Two of the couple's children were injured, along with a third child.
The scene of the crash was blessed earlier today as investigators attempt to piece together how a family outing turned to tragedy.
At 4.30pm, crash investigators finished up and a digger was driven onto the beach to start the process of removing the mangled helicopter.
Within the taped off cordon, investigators worked with the removal team to carry aside pieces of machinery that came apart on impact and then secured the rest of the demolished aircraft so they could lift it.
At 4.45pm they'd managed to turn it back upright and investigators - one of them filming every move - were able to examine inside.
The chopper was then taken off the beach and loaded onto the back of a truck.
It will now be taken to a hangar for further and more in depth examination.
The cause of the crash is not expected to be confirmed for some time.
After the crash locals rushed to the beach to pull them from the wreckage, first dragging the chopper out of the incoming tide with a tractor.
All three children remain in hospital in Wellington - one in the ICU and two in a stable condition.
Davidson and Chen were from Kaiapoi, also north of Christchurch city. He had just taken ownership of the Eurocopter EC120B machine in October.
The businessman from Ohoka in North Canterbury had set up the helicopter charter company Glenloch Helicopters Ltd a month earlier.
The wreckage remained on the scene today and Transport Accident Investigation Commission (TAIC) investigators arrived late-morning to start piecing together what happened on the fatal outing.
The team scoured the scene, filming and photographing evidence that was strewn from the immediate site of the crash and across part of the beach. They were not able to discuss their work or the process with the Herald.

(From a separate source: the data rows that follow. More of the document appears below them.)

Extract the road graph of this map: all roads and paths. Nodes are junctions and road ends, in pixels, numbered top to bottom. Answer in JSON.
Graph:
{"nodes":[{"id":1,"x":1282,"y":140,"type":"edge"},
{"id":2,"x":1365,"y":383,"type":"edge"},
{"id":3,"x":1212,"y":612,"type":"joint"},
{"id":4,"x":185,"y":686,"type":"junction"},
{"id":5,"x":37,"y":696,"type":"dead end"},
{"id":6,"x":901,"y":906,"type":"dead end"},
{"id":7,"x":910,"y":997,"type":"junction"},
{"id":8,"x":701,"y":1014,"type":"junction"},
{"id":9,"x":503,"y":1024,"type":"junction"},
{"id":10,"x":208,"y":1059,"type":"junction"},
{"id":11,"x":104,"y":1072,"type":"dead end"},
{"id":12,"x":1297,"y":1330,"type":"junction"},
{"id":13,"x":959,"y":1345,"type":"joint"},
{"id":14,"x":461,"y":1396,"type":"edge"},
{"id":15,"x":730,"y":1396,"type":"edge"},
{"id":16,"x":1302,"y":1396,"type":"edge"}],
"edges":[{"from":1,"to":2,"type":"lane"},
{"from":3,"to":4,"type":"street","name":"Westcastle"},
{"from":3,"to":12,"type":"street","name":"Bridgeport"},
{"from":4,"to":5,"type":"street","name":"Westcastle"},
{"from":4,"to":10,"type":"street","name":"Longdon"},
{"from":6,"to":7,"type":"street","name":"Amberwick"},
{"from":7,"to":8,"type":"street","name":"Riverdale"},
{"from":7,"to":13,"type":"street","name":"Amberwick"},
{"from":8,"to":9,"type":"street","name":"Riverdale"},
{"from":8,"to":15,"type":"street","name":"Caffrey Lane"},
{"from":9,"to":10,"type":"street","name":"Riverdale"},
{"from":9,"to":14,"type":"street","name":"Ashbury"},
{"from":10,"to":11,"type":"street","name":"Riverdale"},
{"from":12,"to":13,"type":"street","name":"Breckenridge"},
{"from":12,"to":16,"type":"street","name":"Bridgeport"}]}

A police photographer was also at the scene.
Davidson and Chen's bodies were transported by undertakers last night. It is understood post-mortem examinations will be carried out and information gleaned from those will form part of the final crash report.
There was a steady stream of people wandering down to the site to watch on, take photos and discuss the tragedy.
The Store, Kēkerengū, is open for business after closing early yesterday. Many of the staff there ran onto the stony beach to help seconds after the helicopter crashed.
They were holding up "okay" today but were not speaking to the media about the crash. "The wellbeing of the staff is more important than anything else," said one woman.
This afternoon staff joined representatives of Ngai Tahu on the beach at a blessing.
They walked the beach, stopping at various points to speak, pray and remember.
They did a special cleansing of the wreckage, passing blessed water to an investigator for him to go to the helicopter and perform that part of the ceremony.
Rescuers were then given a piece of fern, a symbolic acknowledgement of their efforts.
"We are grateful there are survivors," the kaumatua said. "And that's down to the first responders.
"This greenery symbolises the support you've given this tragedy.
"We must remember the survivors - we hold in our hearts each of these three little sprouts, the little wee children who are still battling."
The group then moved to the grass where the bodies of Davidson and Chen were carried to wait for the hearses to transport them, sheltered from the wind and away from the mangled metal.
They lay for a time beside the tractor that hauled their machine from the surf, the doors that were ripped off it to get to their children a poignant reminder of the frantic work of the first responders.
In an update on Wednesday evening, TAIC confirmed investigators had spent the day at the scene inspecting the wreckage, mapping the site, and talking with witnesses.
Chief investigator of accidents Harald Hendel said the wreckage of the helicopter had been taken to TAIC's technical facility in Wellington.
"We will examine the helicopter's components, seek any recorded data from the helicopter's electronics, and obtain maintenance and other records from the operator.
"I would like to thank local people and emergency services, along with all those who are responding to TAIC's call for witnesses to come forward.
"Through all of this, we will be careful to work sensitively around the family arrangements for those who lost their lives in this tragic accident. This is a difficult time for all."